## What you are asked to do
The response must be made up of the lines in the entries below that contain "Nodes".

## Supplied records
☆ ☆ ☆ ☆ ☆
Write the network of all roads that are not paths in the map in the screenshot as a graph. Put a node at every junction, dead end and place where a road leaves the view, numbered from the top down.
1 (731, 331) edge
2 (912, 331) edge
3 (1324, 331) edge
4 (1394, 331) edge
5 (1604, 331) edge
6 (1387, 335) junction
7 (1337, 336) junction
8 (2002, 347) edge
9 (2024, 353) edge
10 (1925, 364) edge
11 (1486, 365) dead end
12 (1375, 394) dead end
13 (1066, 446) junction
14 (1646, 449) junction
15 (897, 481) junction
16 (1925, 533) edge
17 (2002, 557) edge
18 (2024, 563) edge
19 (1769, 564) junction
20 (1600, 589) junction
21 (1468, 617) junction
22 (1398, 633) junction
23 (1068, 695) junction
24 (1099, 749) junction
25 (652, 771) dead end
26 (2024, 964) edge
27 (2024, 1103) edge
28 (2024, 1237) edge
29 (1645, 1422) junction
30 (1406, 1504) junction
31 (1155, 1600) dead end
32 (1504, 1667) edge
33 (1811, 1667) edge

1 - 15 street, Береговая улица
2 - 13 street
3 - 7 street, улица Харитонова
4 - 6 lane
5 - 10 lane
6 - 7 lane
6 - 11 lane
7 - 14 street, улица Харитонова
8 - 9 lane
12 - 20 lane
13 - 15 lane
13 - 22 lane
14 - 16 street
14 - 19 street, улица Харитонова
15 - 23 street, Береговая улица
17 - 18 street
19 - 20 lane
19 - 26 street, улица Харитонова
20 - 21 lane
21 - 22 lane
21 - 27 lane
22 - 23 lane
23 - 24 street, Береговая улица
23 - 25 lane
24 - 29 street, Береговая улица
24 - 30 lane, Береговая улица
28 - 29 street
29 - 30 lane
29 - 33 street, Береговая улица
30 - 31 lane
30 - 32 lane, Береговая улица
☆ ☆ ☆ ☆ ☆
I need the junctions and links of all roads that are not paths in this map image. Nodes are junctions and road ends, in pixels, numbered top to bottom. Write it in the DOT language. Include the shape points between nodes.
☆ ☆ ☆ ☆ ☆
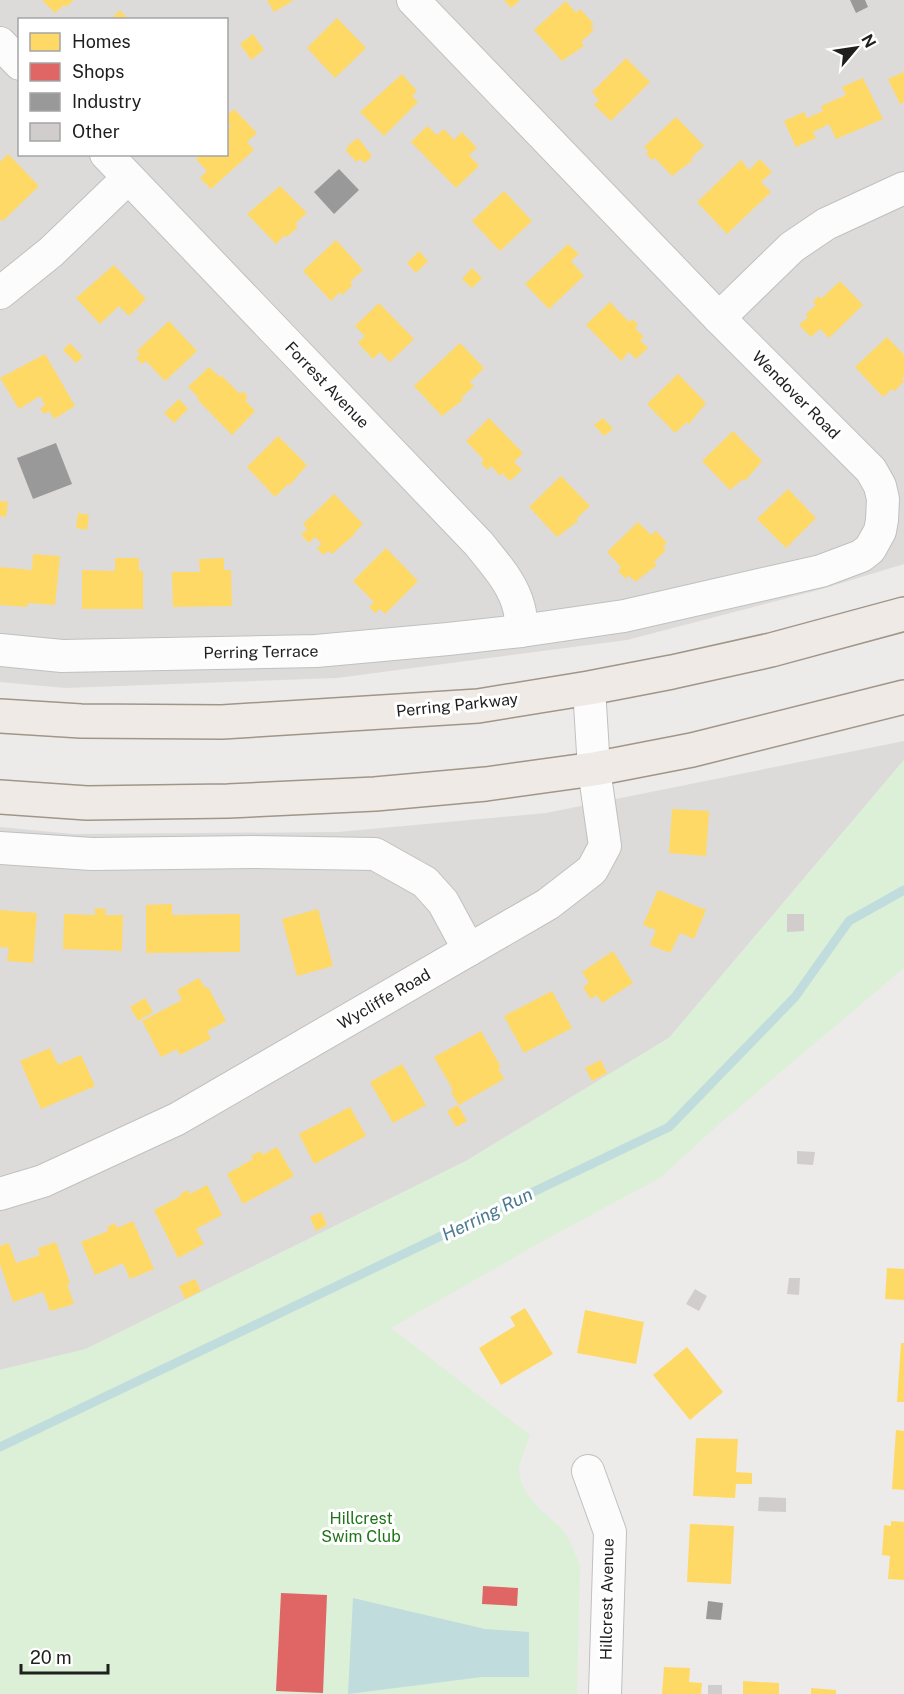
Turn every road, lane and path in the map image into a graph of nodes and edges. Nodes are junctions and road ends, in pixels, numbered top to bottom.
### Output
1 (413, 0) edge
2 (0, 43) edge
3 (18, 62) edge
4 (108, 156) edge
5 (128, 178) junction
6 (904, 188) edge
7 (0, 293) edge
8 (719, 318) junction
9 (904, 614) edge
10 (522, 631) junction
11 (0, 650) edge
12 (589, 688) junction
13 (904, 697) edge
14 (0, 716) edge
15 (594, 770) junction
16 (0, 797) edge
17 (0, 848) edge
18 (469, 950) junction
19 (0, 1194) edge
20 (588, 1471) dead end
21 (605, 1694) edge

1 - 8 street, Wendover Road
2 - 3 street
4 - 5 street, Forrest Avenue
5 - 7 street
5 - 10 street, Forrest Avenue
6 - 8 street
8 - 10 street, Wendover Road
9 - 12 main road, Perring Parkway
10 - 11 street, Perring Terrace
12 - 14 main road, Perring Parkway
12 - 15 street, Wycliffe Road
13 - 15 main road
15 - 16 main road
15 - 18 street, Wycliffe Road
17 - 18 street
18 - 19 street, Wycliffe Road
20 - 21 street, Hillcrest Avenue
☆ ☆ ☆ ☆ ☆
## The completed task
I need the junctions and links of all roads that are not paths in this map image. Nodes are junctions and road ends, in pixels, numbered top to bottom. Write it in the DOT language. Include the shape points between nodes.
Turn every road, lane and path in the map image into a graph of nodes and edges. Nodes are junctions and road ends, in pixels, numbered top to bottom.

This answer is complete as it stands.